INSTRUCTIONS FOR THE TASK » Write the records out again exactly, leaving no images in.

TASK DATA »
|---|

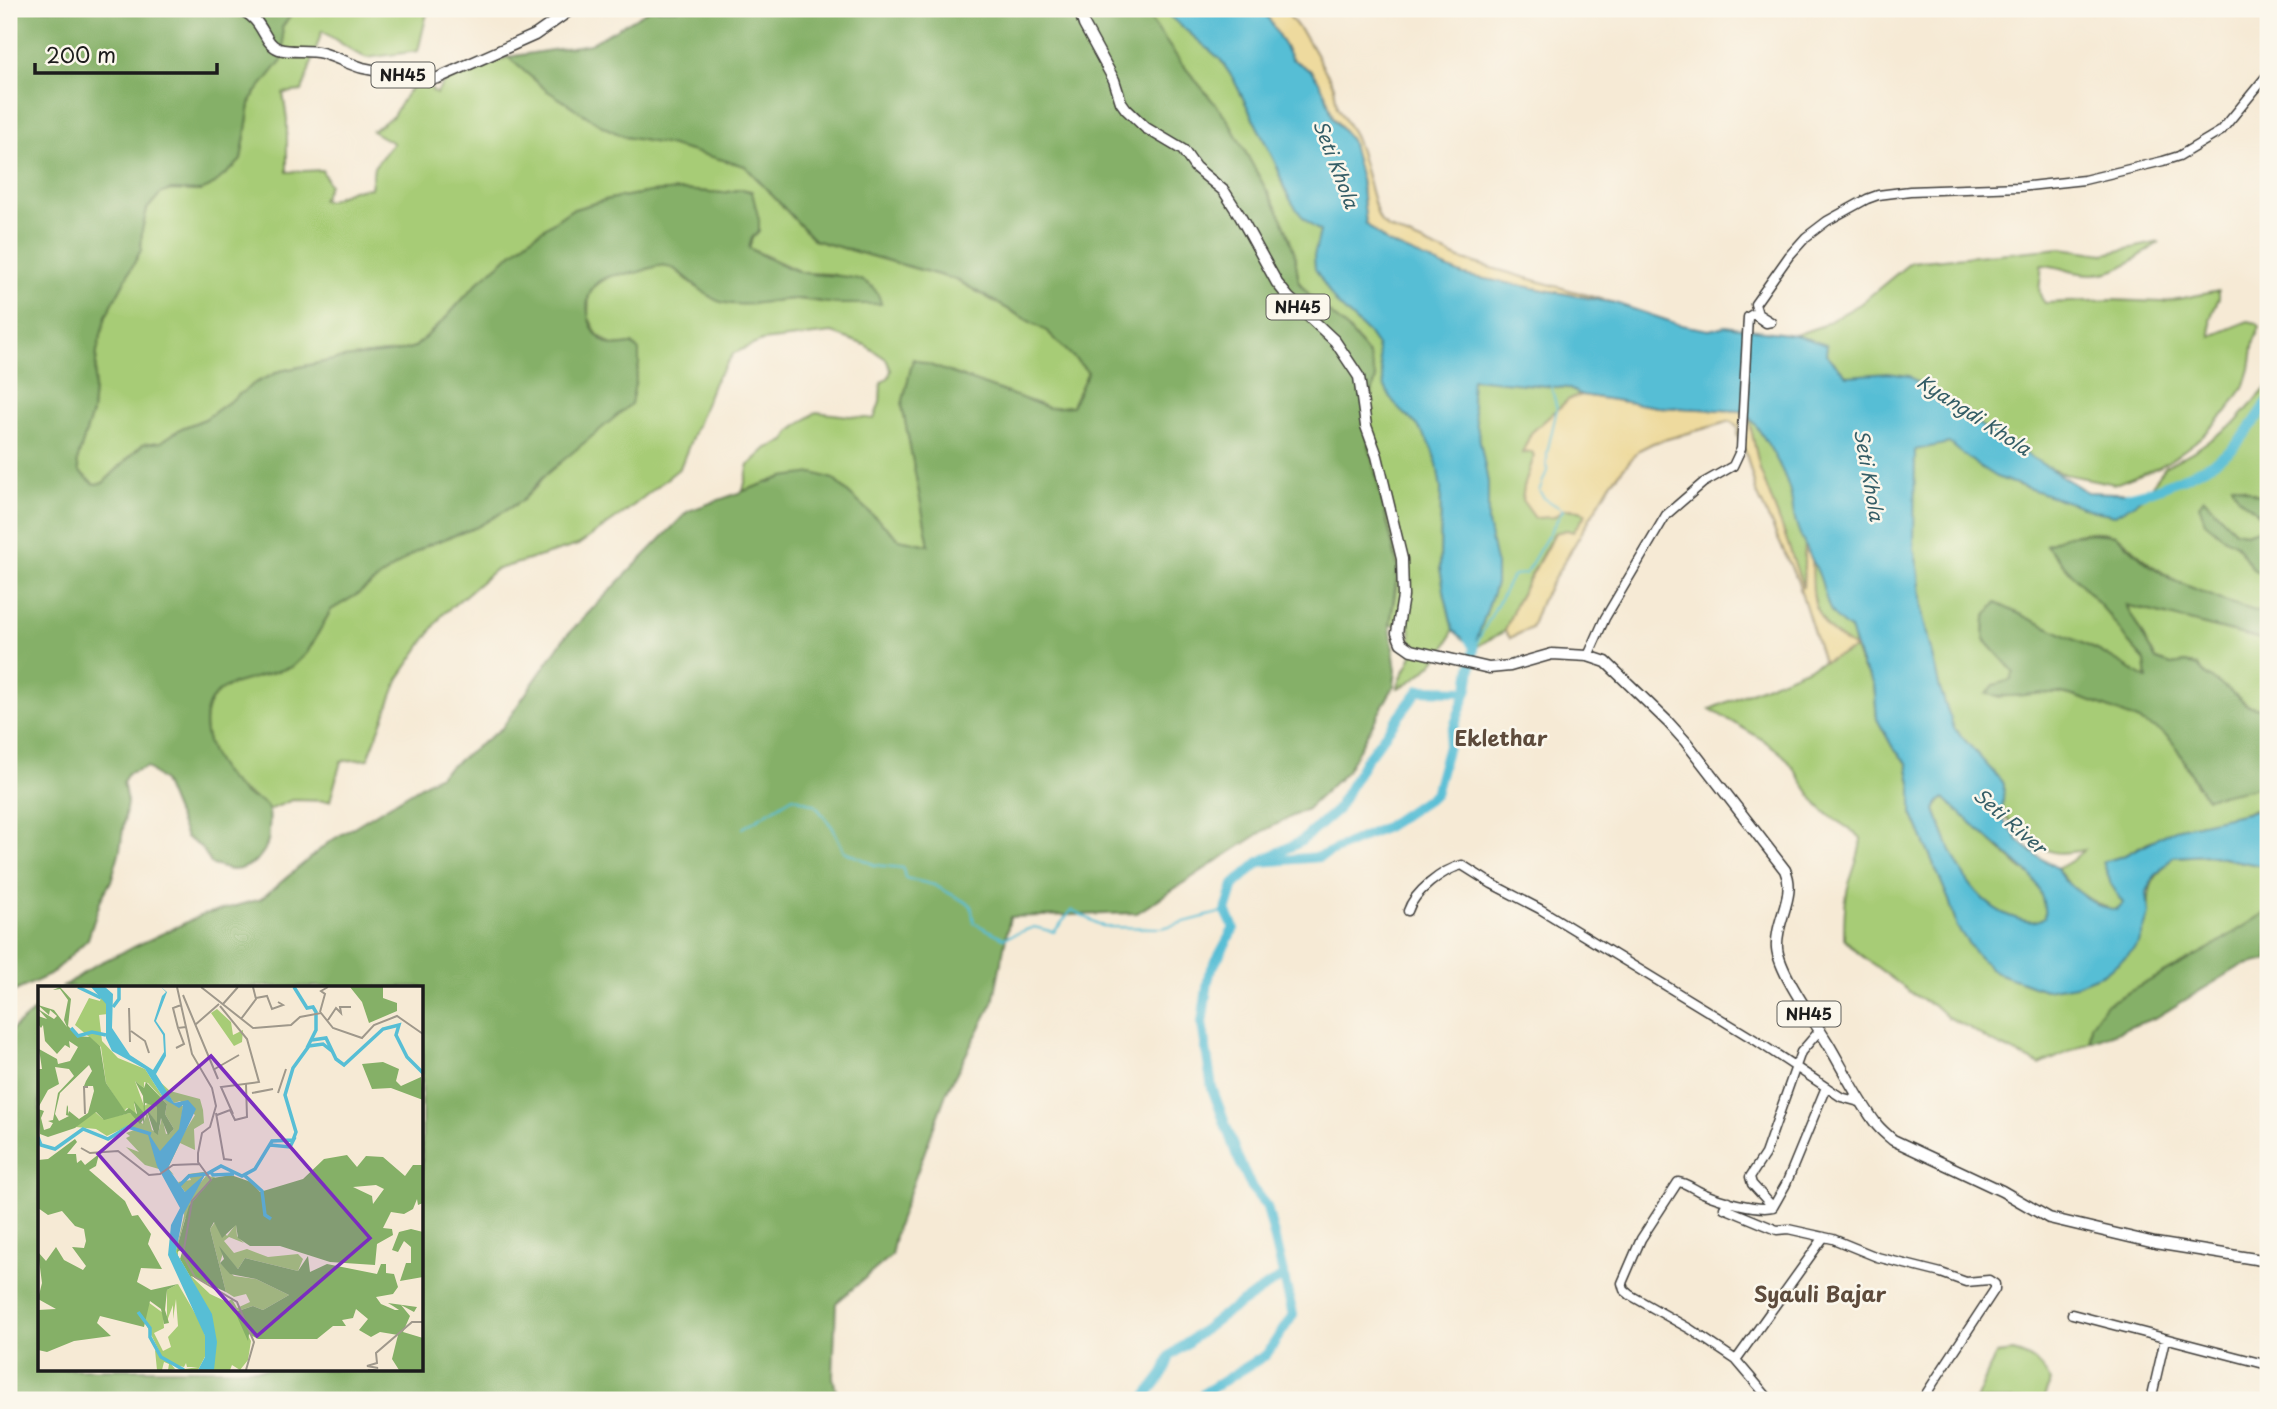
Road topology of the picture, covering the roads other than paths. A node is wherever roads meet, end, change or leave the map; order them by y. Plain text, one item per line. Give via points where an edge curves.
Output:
1 (238, 9) edge
2 (572, 9) edge
3 (1079, 9) edge
4 (2268, 74) edge
5 (1588, 656) junction
6 (1408, 911) dead end
7 (1820, 1030) junction
8 (1795, 1066) junction
9 (1826, 1087) junction
10 (1863, 1103) junction
11 (1728, 1201) junction
12 (1773, 1207) junction
13 (1824, 1237) junction
14 (2268, 1261) edge
15 (2072, 1314) dead end
16 (2165, 1339) junction
17 (1736, 1360) junction
18 (2268, 1365) edge
19 (1770, 1400) edge
20 (1922, 1400) edge
21 (2151, 1400) edge

1 - 2 main road, NH45 via 257,20 267,38 282,50 324,53 365,68 428,80 536,34
3 - 5 main road, NH45 via 1126,109 1146,128 1183,150 1223,191 1277,284 1335,341 1359,377 1366,426 1402,559 1401,643 1411,650 1489,668 1552,654
4 - 5 street via 2221,131 2179,156 2095,178 1878,195 1827,222 1798,246 1755,304 1758,314 1771,322 1751,314 1748,317 1741,449 1733,466 1703,483 1666,515 1605,618
5 - 7 main road, NH45 via 1606,662 1668,722 1785,870 1790,884 1778,925 1779,958
6 - 8 street via 1419,891 1462,865
7 - 8 street
7 - 10 main road, NH45
8 - 9 street
8 - 12 street via 1765,1154 1750,1177
9 - 10 street
9 - 12 street
10 - 14 main road, NH45 via 1892,1140 2049,1218 2155,1243
11 - 12 street
11 - 13 street via 1724,1208 1777,1230
11 - 17 street via 1678,1182 1641,1239 1622,1283 1630,1295
13 - 17 street
13 - 20 street via 1966,1282 1989,1280 1995,1284
15 - 16 street
16 - 18 street
16 - 21 street
17 - 19 street

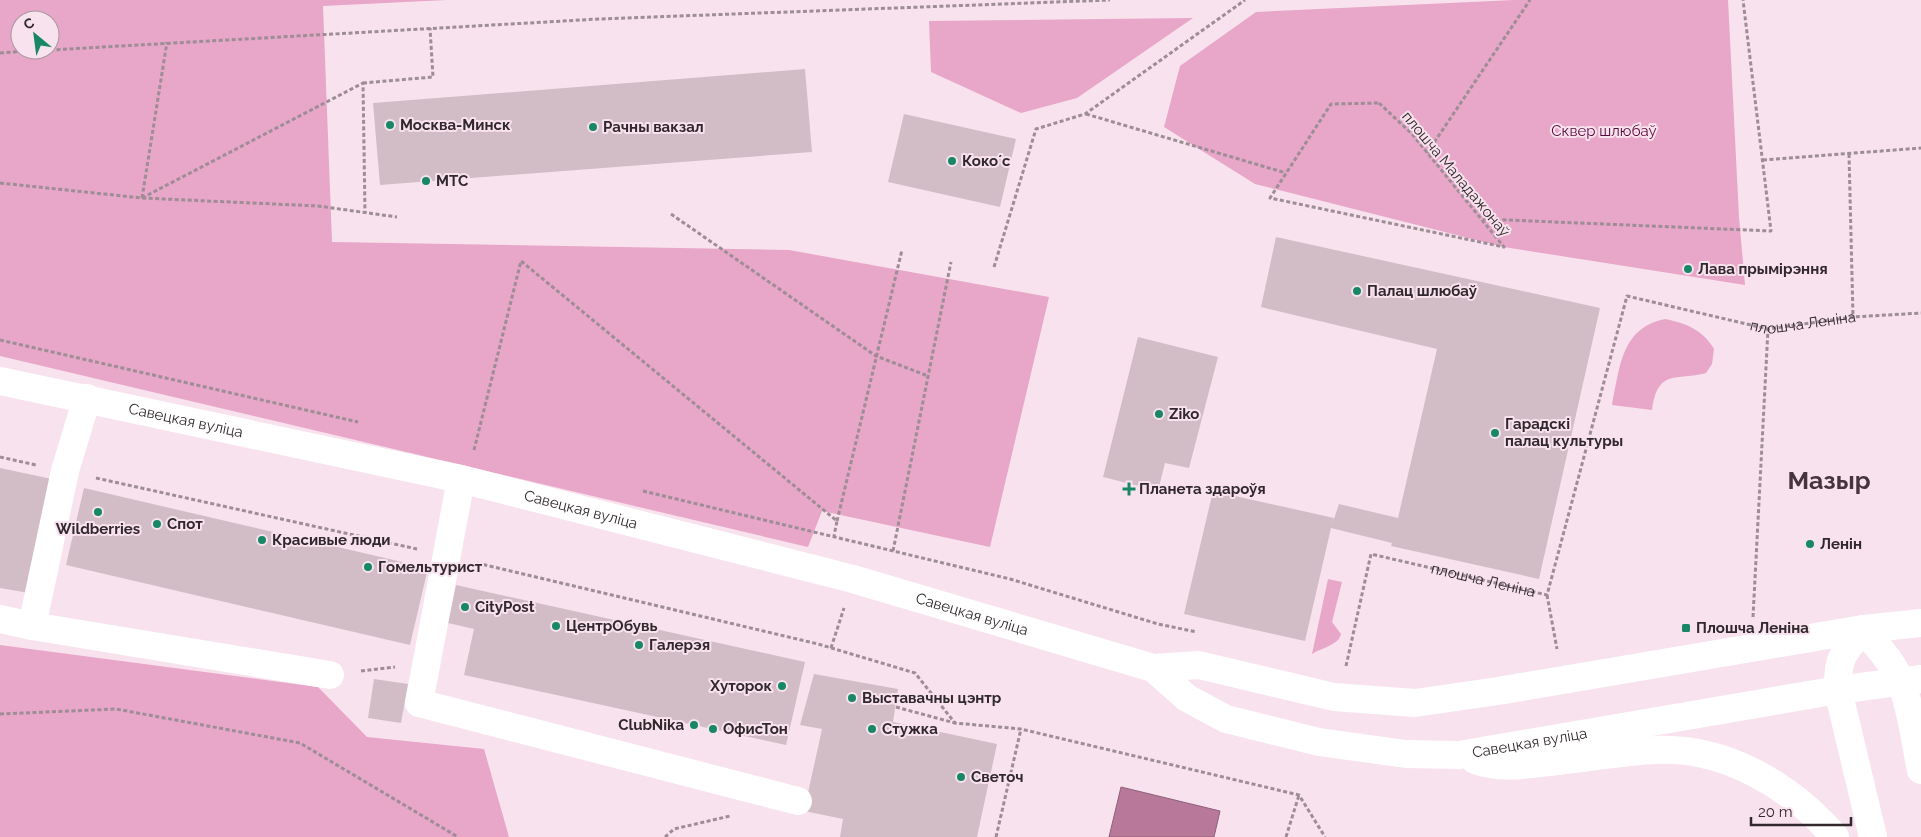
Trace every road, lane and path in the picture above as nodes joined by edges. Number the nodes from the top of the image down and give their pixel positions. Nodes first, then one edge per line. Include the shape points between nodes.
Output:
1 (1110, 0) edge
2 (1245, 0) edge
3 (1530, 0) edge
4 (1743, 0) edge
5 (430, 28) junction
6 (167, 42) junction
7 (60, 49) edge
8 (363, 83) junction
9 (1086, 114) junction
10 (1921, 148) edge
11 (1427, 153) junction
12 (1849, 154) junction
13 (1763, 160) junction
14 (1286, 173) junction
15 (0, 183) edge
16 (142, 198) junction
17 (364, 212) junction
18 (671, 214) dead end
19 (397, 217) dead end
20 (1482, 219) junction
21 (902, 250) dead end
22 (951, 262) dead end
23 (994, 267) dead end
24 (1921, 313) edge
25 (1853, 317) junction
26 (1768, 329) junction
27 (876, 356) junction
28 (928, 376) junction
29 (0, 381) edge
30 (87, 398) junction
31 (474, 450) dead end
32 (0, 457) edge
33 (64, 472) junction
34 (461, 479) junction
35 (837, 521) junction
36 (834, 536) dead end
37 (893, 551) dead end
38 (447, 556) junction
39 (1547, 595) junction
40 (0, 619) edge
41 (1752, 623) dead end
42 (1921, 623) edge
43 (32, 626) junction
44 (1863, 629) junction
45 (1558, 654) dead end
46 (402, 666) dead end
47 (1153, 668) junction
48 (1355, 668) dead end
49 (330, 675) joint
50 (1911, 681) edge
51 (1838, 690) junction
52 (896, 706) dead end
53 (0, 714) edge
54 (955, 723) junction
55 (1020, 729) junction
56 (1459, 754) junction
57 (1921, 770) edge
58 (1299, 795) junction
59 (798, 801) dead end
60 (674, 830) dead end
61 (458, 837) edge
62 (665, 837) edge
63 (996, 837) edge
64 (1286, 837) edge
65 (1325, 837) edge
66 (1835, 837) edge
67 (1873, 837) edge

1 - 5 path
2 - 9 path
3 - 11 path
4 - 13 path
5 - 6 path
5 - 8 path via 433,77
6 - 7 path
6 - 16 path
8 - 16 path
8 - 17 path
9 - 14 path
9 - 23 path via 1036,129
10 - 12 path
11 - 14 path, плошча Маладажонаў via 1379,103 1331,104
11 - 20 path, плошча Маладажонаў
12 - 13 path
12 - 25 path
13 - 20 path via 1771,231
14 - 20 path, плошча Маладажонаў via 1270,198 1504,247
15 - 16 path
16 - 17 path via 318,206
17 - 19 path
18 - 27 path
21 - 27 path
22 - 28 path
24 - 25 path, плошча Леніна
25 - 26 path, плошча Леніна
26 - 39 path, плошча Леніна via 1627,296
26 - 41 path
27 - 28 path
27 - 35 path
28 - 37 path
29 - 30 main road, Савецкая вуліца
30 - 33 main road
30 - 34 main road, Савецкая вуліца
31 - 35 path via 521,260
32 - 33 path
33 - 38 path
33 - 43 main road
34 - 38 main road
34 - 47 main road, Савецкая вуліца via 853,579
35 - 36 path
38 - 54 path via 818,644 915,673
38 - 59 main road via 419,703
39 - 45 path
39 - 48 path, плошча Леніна via 1371,554 1346,667
40 - 43 main road
42 - 44 main road, Савецкая вуліца
43 - 49 main road
44 - 47 main road, Савецкая вуліца via 1415,703 1334,696 1199,665
44 - 50 main road
44 - 51 main road via 1844,651 1837,668
46 - 49 path
47 - 56 main road, Савецкая вуліца via 1187,698 1226,719 1319,742 1406,754
50 - 51 main road, Савецкая вуліца
50 - 57 main road via 1908,701
51 - 56 main road, Савецкая вуліца
51 - 67 main road
52 - 54 path
53 - 61 path via 116,709 300,743
54 - 55 path
55 - 58 path
55 - 63 path
56 - 66 main road via 1484,764 1511,766 1656,750 1710,756 1733,763 1781,788 1820,819
58 - 64 path
58 - 65 path
60 - 62 path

|---|

SOLUTION TO THIS PROBLEM »
Road topology of the picture, covering the roads other than paths. A node is wherever roads meet, end, change or leave the map; order them by y. Plain text, one item per line. Give via points where an edge curves.
Output:
1 (238, 9) edge
2 (572, 9) edge
3 (1079, 9) edge
4 (2268, 74) edge
5 (1588, 656) junction
6 (1408, 911) dead end
7 (1820, 1030) junction
8 (1795, 1066) junction
9 (1826, 1087) junction
10 (1863, 1103) junction
11 (1728, 1201) junction
12 (1773, 1207) junction
13 (1824, 1237) junction
14 (2268, 1261) edge
15 (2072, 1314) dead end
16 (2165, 1339) junction
17 (1736, 1360) junction
18 (2268, 1365) edge
19 (1770, 1400) edge
20 (1922, 1400) edge
21 (2151, 1400) edge

1 - 2 main road, NH45 via 257,20 267,38 282,50 324,53 365,68 428,80 536,34
3 - 5 main road, NH45 via 1126,109 1146,128 1183,150 1223,191 1277,284 1335,341 1359,377 1366,426 1402,559 1401,643 1411,650 1489,668 1552,654
4 - 5 street via 2221,131 2179,156 2095,178 1878,195 1827,222 1798,246 1755,304 1758,314 1771,322 1751,314 1748,317 1741,449 1733,466 1703,483 1666,515 1605,618
5 - 7 main road, NH45 via 1606,662 1668,722 1785,870 1790,884 1778,925 1779,958
6 - 8 street via 1419,891 1462,865
7 - 8 street
7 - 10 main road, NH45
8 - 9 street
8 - 12 street via 1765,1154 1750,1177
9 - 10 street
9 - 12 street
10 - 14 main road, NH45 via 1892,1140 2049,1218 2155,1243
11 - 12 street
11 - 13 street via 1724,1208 1777,1230
11 - 17 street via 1678,1182 1641,1239 1622,1283 1630,1295
13 - 17 street
13 - 20 street via 1966,1282 1989,1280 1995,1284
15 - 16 street
16 - 18 street
16 - 21 street
17 - 19 street

Trace every road, lane and path in the picture above as nodes joined by edges. Number the nodes from the top of the image down and give their pixel positions. Nodes first, then one edge per line. Include the shape points between nodes.
Output:
1 (1110, 0) edge
2 (1245, 0) edge
3 (1530, 0) edge
4 (1743, 0) edge
5 (430, 28) junction
6 (167, 42) junction
7 (60, 49) edge
8 (363, 83) junction
9 (1086, 114) junction
10 (1921, 148) edge
11 (1427, 153) junction
12 (1849, 154) junction
13 (1763, 160) junction
14 (1286, 173) junction
15 (0, 183) edge
16 (142, 198) junction
17 (364, 212) junction
18 (671, 214) dead end
19 (397, 217) dead end
20 (1482, 219) junction
21 (902, 250) dead end
22 (951, 262) dead end
23 (994, 267) dead end
24 (1921, 313) edge
25 (1853, 317) junction
26 (1768, 329) junction
27 (876, 356) junction
28 (928, 376) junction
29 (0, 381) edge
30 (87, 398) junction
31 (474, 450) dead end
32 (0, 457) edge
33 (64, 472) junction
34 (461, 479) junction
35 (837, 521) junction
36 (834, 536) dead end
37 (893, 551) dead end
38 (447, 556) junction
39 (1547, 595) junction
40 (0, 619) edge
41 (1752, 623) dead end
42 (1921, 623) edge
43 (32, 626) junction
44 (1863, 629) junction
45 (1558, 654) dead end
46 (402, 666) dead end
47 (1153, 668) junction
48 (1355, 668) dead end
49 (330, 675) joint
50 (1911, 681) edge
51 (1838, 690) junction
52 (896, 706) dead end
53 (0, 714) edge
54 (955, 723) junction
55 (1020, 729) junction
56 (1459, 754) junction
57 (1921, 770) edge
58 (1299, 795) junction
59 (798, 801) dead end
60 (674, 830) dead end
61 (458, 837) edge
62 (665, 837) edge
63 (996, 837) edge
64 (1286, 837) edge
65 (1325, 837) edge
66 (1835, 837) edge
67 (1873, 837) edge

1 - 5 path
2 - 9 path
3 - 11 path
4 - 13 path
5 - 6 path
5 - 8 path via 433,77
6 - 7 path
6 - 16 path
8 - 16 path
8 - 17 path
9 - 14 path
9 - 23 path via 1036,129
10 - 12 path
11 - 14 path, плошча Маладажонаў via 1379,103 1331,104
11 - 20 path, плошча Маладажонаў
12 - 13 path
12 - 25 path
13 - 20 path via 1771,231
14 - 20 path, плошча Маладажонаў via 1270,198 1504,247
15 - 16 path
16 - 17 path via 318,206
17 - 19 path
18 - 27 path
21 - 27 path
22 - 28 path
24 - 25 path, плошча Леніна
25 - 26 path, плошча Леніна
26 - 39 path, плошча Леніна via 1627,296
26 - 41 path
27 - 28 path
27 - 35 path
28 - 37 path
29 - 30 main road, Савецкая вуліца
30 - 33 main road
30 - 34 main road, Савецкая вуліца
31 - 35 path via 521,260
32 - 33 path
33 - 38 path
33 - 43 main road
34 - 38 main road
34 - 47 main road, Савецкая вуліца via 853,579
35 - 36 path
38 - 54 path via 818,644 915,673
38 - 59 main road via 419,703
39 - 45 path
39 - 48 path, плошча Леніна via 1371,554 1346,667
40 - 43 main road
42 - 44 main road, Савецкая вуліца
43 - 49 main road
44 - 47 main road, Савецкая вуліца via 1415,703 1334,696 1199,665
44 - 50 main road
44 - 51 main road via 1844,651 1837,668
46 - 49 path
47 - 56 main road, Савецкая вуліца via 1187,698 1226,719 1319,742 1406,754
50 - 51 main road, Савецкая вуліца
50 - 57 main road via 1908,701
51 - 56 main road, Савецкая вуліца
51 - 67 main road
52 - 54 path
53 - 61 path via 116,709 300,743
54 - 55 path
55 - 58 path
55 - 63 path
56 - 66 main road via 1484,764 1511,766 1656,750 1710,756 1733,763 1781,788 1820,819
58 - 64 path
58 - 65 path
60 - 62 path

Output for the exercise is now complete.